A dense, attractive shrub or small tree with dark green leaves 3-10 m high, sometimes scrambling. The common names are "crossberry" and "four-corner." Its simple leaves are shiny, deep green and slightly fleshy, about 5-7 cm long with small rounded teeth. The sepals and petals form unusual double star-shaped flowers, purple, mauve, pink or rarely white, 1.5-3 cm across. Flower time is summer, followed by four-lobed fruits (drupes). These shiny reddish-brown berry-like fruits remain on the tree after maturity and attract fruit-eating birds.
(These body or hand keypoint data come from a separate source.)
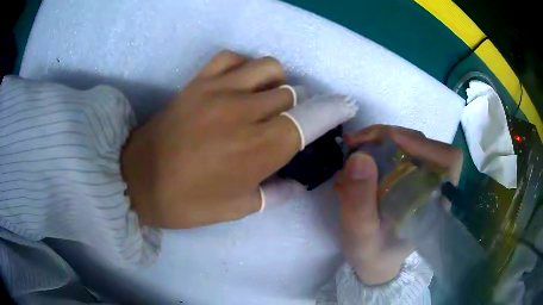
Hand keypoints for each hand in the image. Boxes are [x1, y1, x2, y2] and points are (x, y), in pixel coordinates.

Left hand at [121, 50, 356, 228]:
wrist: (138, 180)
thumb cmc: (187, 202)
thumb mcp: (236, 209)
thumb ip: (275, 194)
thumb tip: (298, 183)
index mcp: (260, 149)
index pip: (310, 121)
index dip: (333, 110)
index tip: (345, 105)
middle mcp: (246, 113)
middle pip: (292, 94)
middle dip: (298, 107)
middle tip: (287, 121)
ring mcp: (219, 91)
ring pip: (269, 68)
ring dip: (277, 83)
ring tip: (266, 99)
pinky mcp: (198, 82)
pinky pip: (232, 58)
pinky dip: (244, 66)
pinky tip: (240, 83)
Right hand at [336, 125, 462, 284]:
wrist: (374, 262)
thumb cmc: (372, 254)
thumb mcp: (361, 237)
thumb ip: (360, 204)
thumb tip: (358, 157)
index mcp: (434, 203)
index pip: (449, 160)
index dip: (423, 145)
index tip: (387, 143)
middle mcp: (433, 186)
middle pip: (422, 144)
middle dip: (388, 137)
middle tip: (355, 144)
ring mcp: (421, 179)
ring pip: (408, 143)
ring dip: (379, 141)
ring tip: (353, 152)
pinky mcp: (408, 176)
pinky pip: (397, 150)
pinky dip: (376, 147)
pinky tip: (358, 161)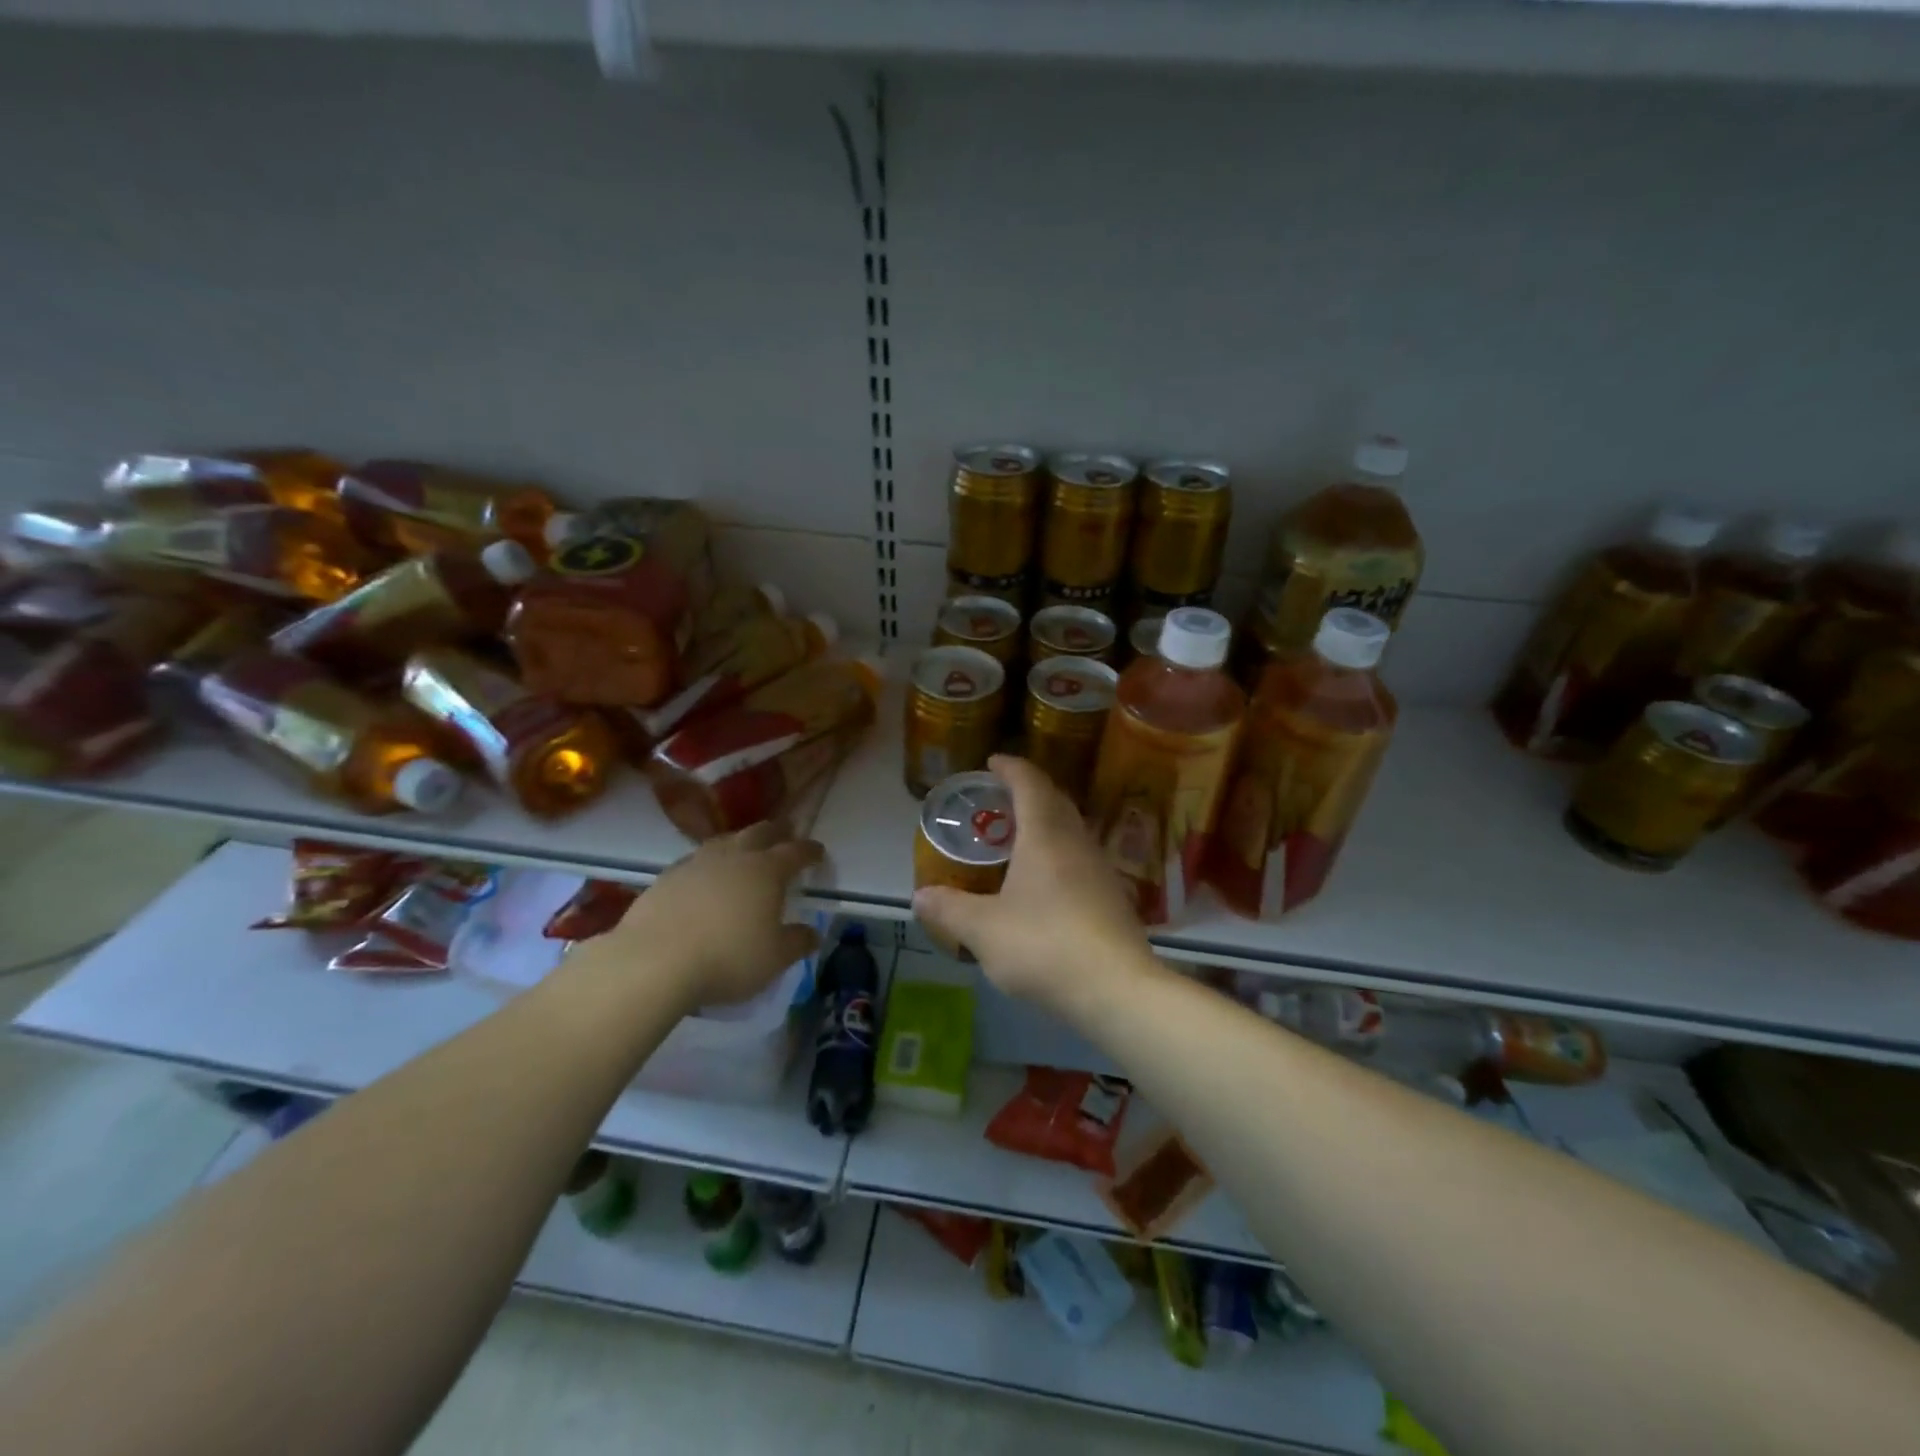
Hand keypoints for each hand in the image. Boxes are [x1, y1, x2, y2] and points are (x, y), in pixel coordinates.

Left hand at [587, 822, 824, 1012]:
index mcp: (767, 870)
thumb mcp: (774, 959)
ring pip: (725, 841)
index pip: (796, 852)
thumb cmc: (727, 958)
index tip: (819, 852)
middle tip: (786, 834)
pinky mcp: (667, 877)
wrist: (653, 961)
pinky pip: (696, 860)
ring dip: (740, 842)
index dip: (810, 851)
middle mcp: (734, 857)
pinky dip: (709, 864)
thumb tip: (812, 933)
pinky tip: (706, 878)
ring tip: (745, 850)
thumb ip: (797, 943)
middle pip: (760, 832)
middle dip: (777, 832)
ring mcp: (697, 863)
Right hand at [913, 755, 1154, 1016]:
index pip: (1029, 783)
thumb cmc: (1044, 946)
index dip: (1010, 767)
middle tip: (1001, 798)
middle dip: (1028, 791)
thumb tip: (920, 896)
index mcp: (1045, 836)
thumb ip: (949, 909)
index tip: (992, 762)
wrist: (1116, 989)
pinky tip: (1045, 883)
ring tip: (1018, 838)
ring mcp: (1100, 869)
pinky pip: (1080, 858)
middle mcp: (1077, 842)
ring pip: (1071, 830)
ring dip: (1046, 823)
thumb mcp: (983, 930)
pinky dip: (1059, 853)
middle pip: (1055, 801)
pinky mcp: (1113, 897)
==Distribution and habitat==
Grewia occidentalis occurs naturally across south-eastern Africa, where its range extends from Cape Town along the coast to Mozambique and inland to Zimbabwe.

The native habitats of the plant are extremely varied, it is found in both the arid karoo of western South Africa and from the Highveld, and across the Afromontane forests of the Drakensberg range along the eastern coastline.

==Growing Grewia occidentalis==
This decorative garden plant tolerates both light frost and drought. It also grows in both full sun or shade. The root system is not aggressive and can therefore be planted near buildings and paving, and it is very good at attracting butterflies and birds to the garden. The crossberry is best propagated from seed, although even then it can be erratic, as usually the seed needs to pass through the gut of a monkey before germination commences.

The berries are eaten locally, either fresh and raw, fermented with traditional beer, or used with goats milk to make berry yoghurt.